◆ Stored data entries
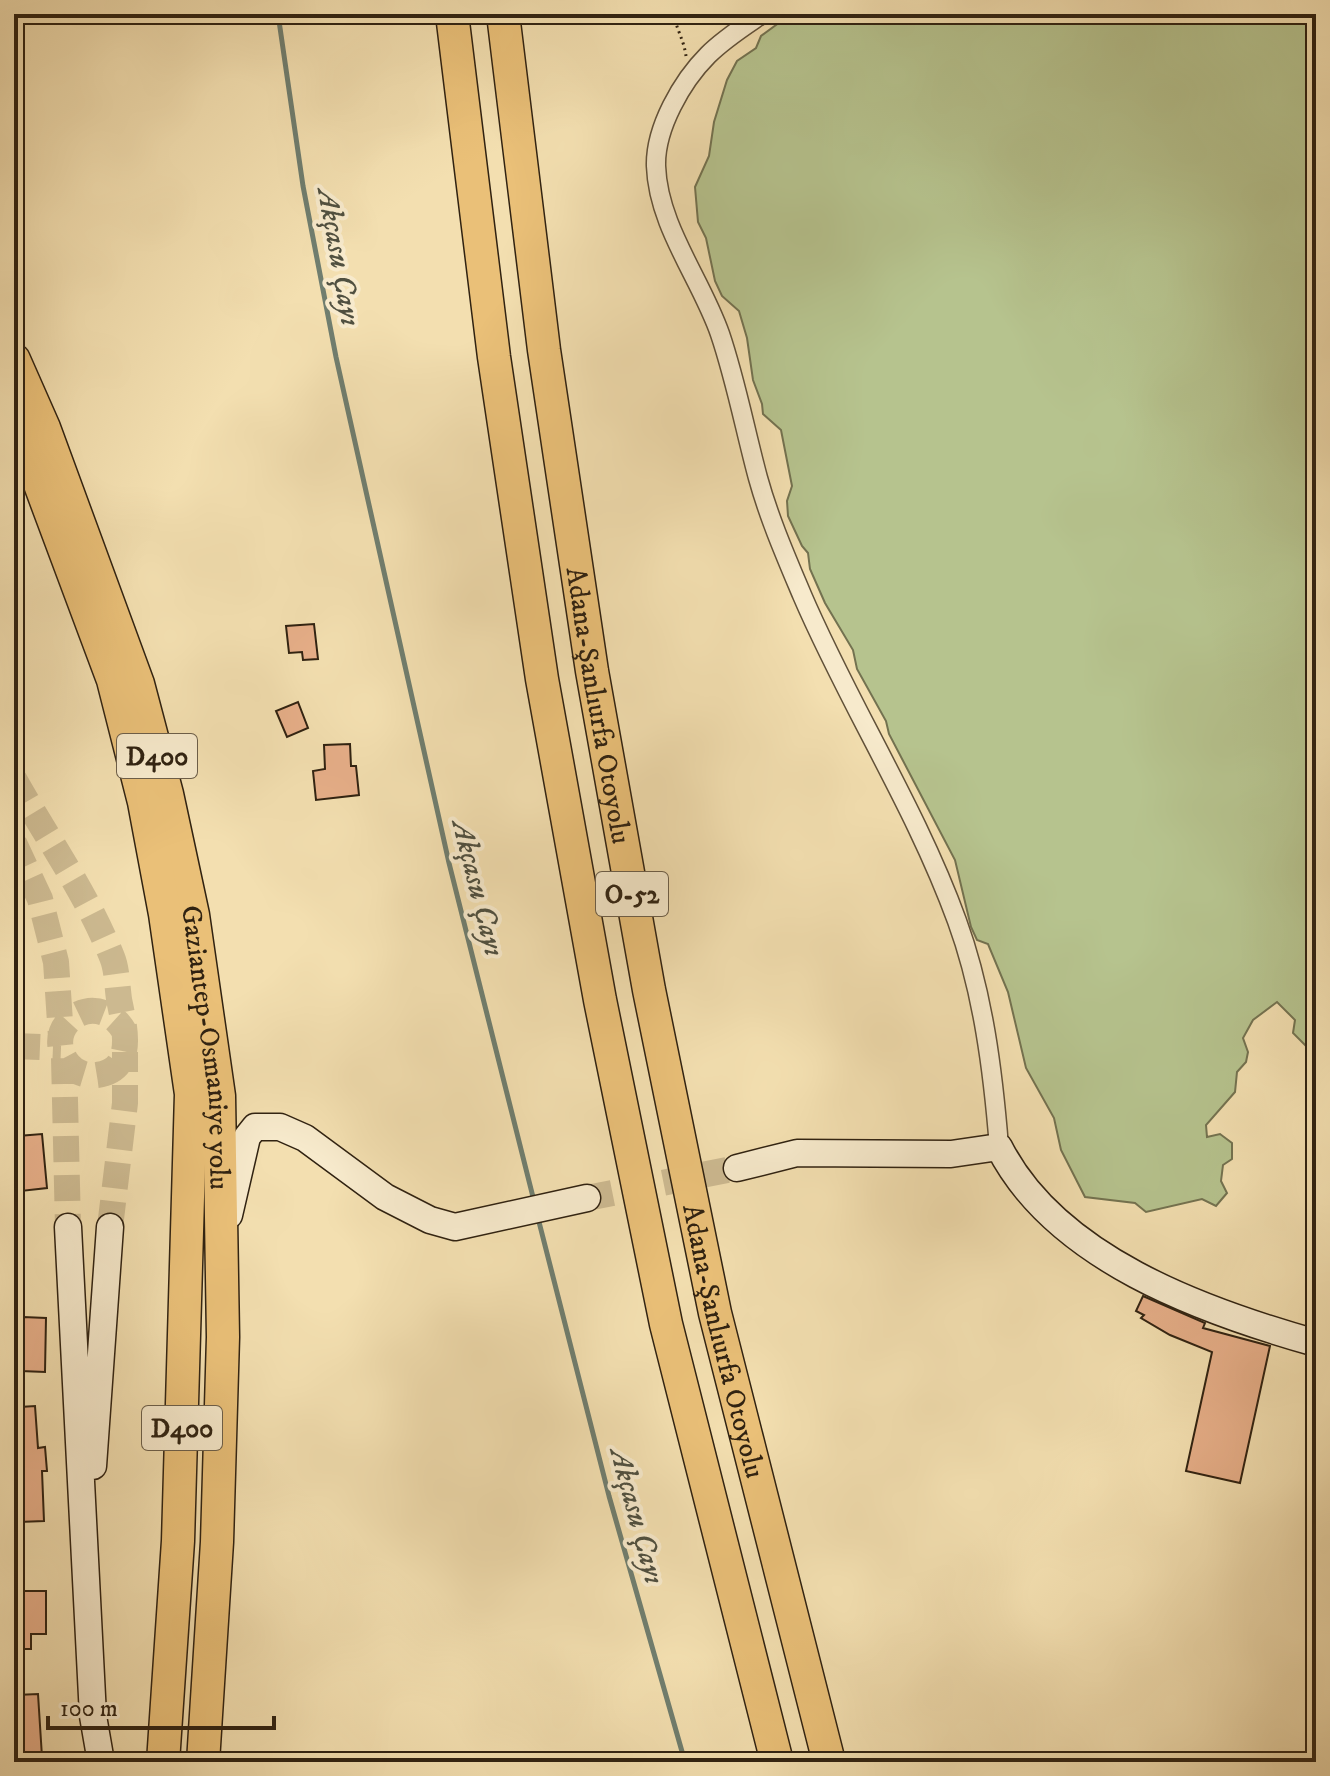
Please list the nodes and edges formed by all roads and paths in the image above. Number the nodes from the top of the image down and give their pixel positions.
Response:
1 (452, 14) edge
2 (503, 14) edge
3 (674, 14) edge
4 (762, 14) edge
5 (687, 80) junction
6 (14, 360) edge
7 (29, 425) edge
8 (999, 1147) junction
9 (737, 1168) tunnel mouth
10 (575, 1201) tunnel mouth
11 (68, 1227) tunnel mouth
12 (110, 1227) tunnel mouth
13 (223, 1240) junction
14 (1316, 1343) edge
15 (86, 1561) junction
16 (101, 1762) edge
17 (163, 1762) edge
18 (203, 1762) edge
19 (777, 1762) edge
20 (829, 1762) edge

1 - 19 highway, Adana-Şanlıurfa Otoyolu / O-52
2 - 20 highway, Adana-Şanlıurfa Otoyolu / O-52
3 - 5 path
4 - 5 street
5 - 8 street
6 - 7 highway, Gaziantep-Osmaniye yolu / D400
7 - 13 highway, Gaziantep-Osmaniye yolu / D400
7 - 17 highway, Gaziantep-Osmaniye yolu / D400
8 - 9 street
8 - 14 street
10 - 13 street
11 - 15 street
12 - 15 street
13 - 18 highway, Gaziantep-Osmaniye yolu / D400
15 - 16 street

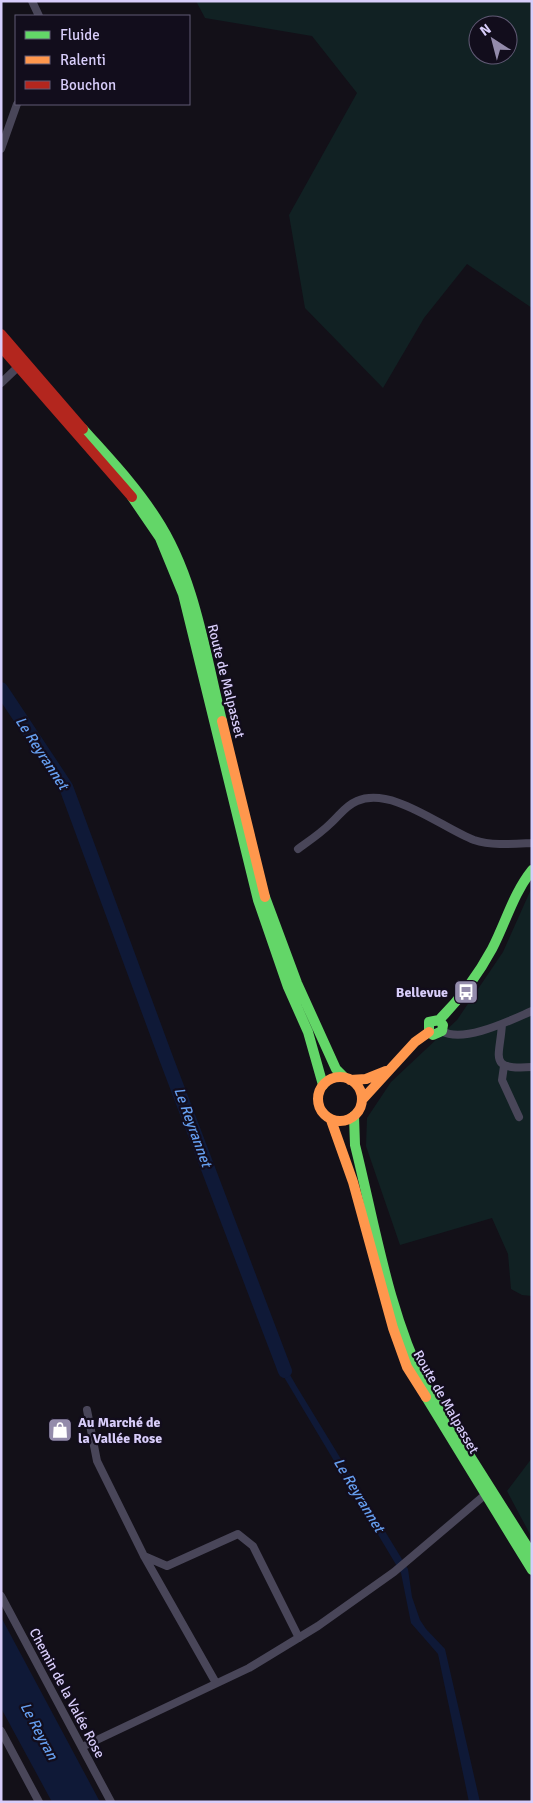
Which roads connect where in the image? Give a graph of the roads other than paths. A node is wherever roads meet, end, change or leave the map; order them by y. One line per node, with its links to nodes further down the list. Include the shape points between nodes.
1 (32, 1): 2 (street)
2 (39, 15)
3 (17, 105): 4 (street)
4 (1, 149)
5 (1, 334): 7 (main road, Route de Malpasset)
6 (1, 348): 7 (main road, Route de Malpasset)
7 (20, 364): 8 (street); 20 (main road, Route de Malpasset, via 135,488 157,519 176,556 190,592 265,896 297,983 336,1069); 21 (main road, Route de Malpasset, via 129,493 151,523 170,560 183,594 258,900 288,987 308,1032)
8 (1, 383)
9 (532, 843): 10 (street, via 506,845 475,840 420,812 375,797 359,800 345,808)
10 (298, 850)
11 (532, 870): 13 (main road, via 515,896 473,981)
12 (532, 1011): 14 (street)
13 (439, 1020): 15 (main road, via 443,1025); 16 (main road, via 429,1022)
14 (502, 1024): 15 (street, via 460,1036); 17 (street, via 498,1056)
15 (442, 1031): 16 (main road, via 433,1035)
16 (429, 1032): 19 (main road, via 415,1042)
17 (504, 1066): 18 (street); 24 (street, via 502,1080)
18 (532, 1067)
19 (392, 1068): 20 (main road, via 366,1079); 22 (main road)
20 (347, 1078): 21 (main road, via 336,1077); 22 (main road, via 361,1092)
21 (323, 1085): 25 (main road, via 319,1106 322,1113)
22 (362, 1100): 23 (main road)
23 (354, 1116): 25 (main road, via 346,1120); 28 (main road, Route de Malpasset, via 355,1145 399,1324 414,1362 425,1385)
24 (518, 1117)
25 (332, 1120): 27 (main road, Route de Malpasset, via 407,1367)
26 (86, 1410): 29 (street, via 97,1461)
27 (486, 1494): 30 (main road, Route de Malpasset); 32 (street, via 394,1572)
28 (532, 1554)
29 (144, 1556): 32 (street, via 167,1566 238,1534 253,1546); 33 (street)
30 (532, 1570)
31 (1, 1596): 35 (street, Chemin de la Valée Rose)
32 (299, 1638): 33 (street, via 249,1668)
33 (216, 1683): 35 (street)
34 (1, 1731): 36 (street)
35 (82, 1748): 37 (street, Chemin de la Valée Rose)
36 (38, 1802)
37 (111, 1802)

◆ TRY IT
The records above are to be copied exactly, without their pictures.

◆ REPLY
Please list the nodes and edges formed by all roads and paths in the image above. Number the nodes from the top of the image down and give their pixel positions.
Response:
1 (452, 14) edge
2 (503, 14) edge
3 (674, 14) edge
4 (762, 14) edge
5 (687, 80) junction
6 (14, 360) edge
7 (29, 425) edge
8 (999, 1147) junction
9 (737, 1168) tunnel mouth
10 (575, 1201) tunnel mouth
11 (68, 1227) tunnel mouth
12 (110, 1227) tunnel mouth
13 (223, 1240) junction
14 (1316, 1343) edge
15 (86, 1561) junction
16 (101, 1762) edge
17 (163, 1762) edge
18 (203, 1762) edge
19 (777, 1762) edge
20 (829, 1762) edge

1 - 19 highway, Adana-Şanlıurfa Otoyolu / O-52
2 - 20 highway, Adana-Şanlıurfa Otoyolu / O-52
3 - 5 path
4 - 5 street
5 - 8 street
6 - 7 highway, Gaziantep-Osmaniye yolu / D400
7 - 13 highway, Gaziantep-Osmaniye yolu / D400
7 - 17 highway, Gaziantep-Osmaniye yolu / D400
8 - 9 street
8 - 14 street
10 - 13 street
11 - 15 street
12 - 15 street
13 - 18 highway, Gaziantep-Osmaniye yolu / D400
15 - 16 street

Which roads connect where in the image? Give a graph of the roads other than paths. A node is wherever roads meet, end, change or leave the map; order them by y. One line per node, with its links to nodes further down the list. Include the shape points between nodes.
1 (32, 1): 2 (street)
2 (39, 15)
3 (17, 105): 4 (street)
4 (1, 149)
5 (1, 334): 7 (main road, Route de Malpasset)
6 (1, 348): 7 (main road, Route de Malpasset)
7 (20, 364): 8 (street); 20 (main road, Route de Malpasset, via 135,488 157,519 176,556 190,592 265,896 297,983 336,1069); 21 (main road, Route de Malpasset, via 129,493 151,523 170,560 183,594 258,900 288,987 308,1032)
8 (1, 383)
9 (532, 843): 10 (street, via 506,845 475,840 420,812 375,797 359,800 345,808)
10 (298, 850)
11 (532, 870): 13 (main road, via 515,896 473,981)
12 (532, 1011): 14 (street)
13 (439, 1020): 15 (main road, via 443,1025); 16 (main road, via 429,1022)
14 (502, 1024): 15 (street, via 460,1036); 17 (street, via 498,1056)
15 (442, 1031): 16 (main road, via 433,1035)
16 (429, 1032): 19 (main road, via 415,1042)
17 (504, 1066): 18 (street); 24 (street, via 502,1080)
18 (532, 1067)
19 (392, 1068): 20 (main road, via 366,1079); 22 (main road)
20 (347, 1078): 21 (main road, via 336,1077); 22 (main road, via 361,1092)
21 (323, 1085): 25 (main road, via 319,1106 322,1113)
22 (362, 1100): 23 (main road)
23 (354, 1116): 25 (main road, via 346,1120); 28 (main road, Route de Malpasset, via 355,1145 399,1324 414,1362 425,1385)
24 (518, 1117)
25 (332, 1120): 27 (main road, Route de Malpasset, via 407,1367)
26 (86, 1410): 29 (street, via 97,1461)
27 (486, 1494): 30 (main road, Route de Malpasset); 32 (street, via 394,1572)
28 (532, 1554)
29 (144, 1556): 32 (street, via 167,1566 238,1534 253,1546); 33 (street)
30 (532, 1570)
31 (1, 1596): 35 (street, Chemin de la Valée Rose)
32 (299, 1638): 33 (street, via 249,1668)
33 (216, 1683): 35 (street)
34 (1, 1731): 36 (street)
35 (82, 1748): 37 (street, Chemin de la Valée Rose)
36 (38, 1802)
37 (111, 1802)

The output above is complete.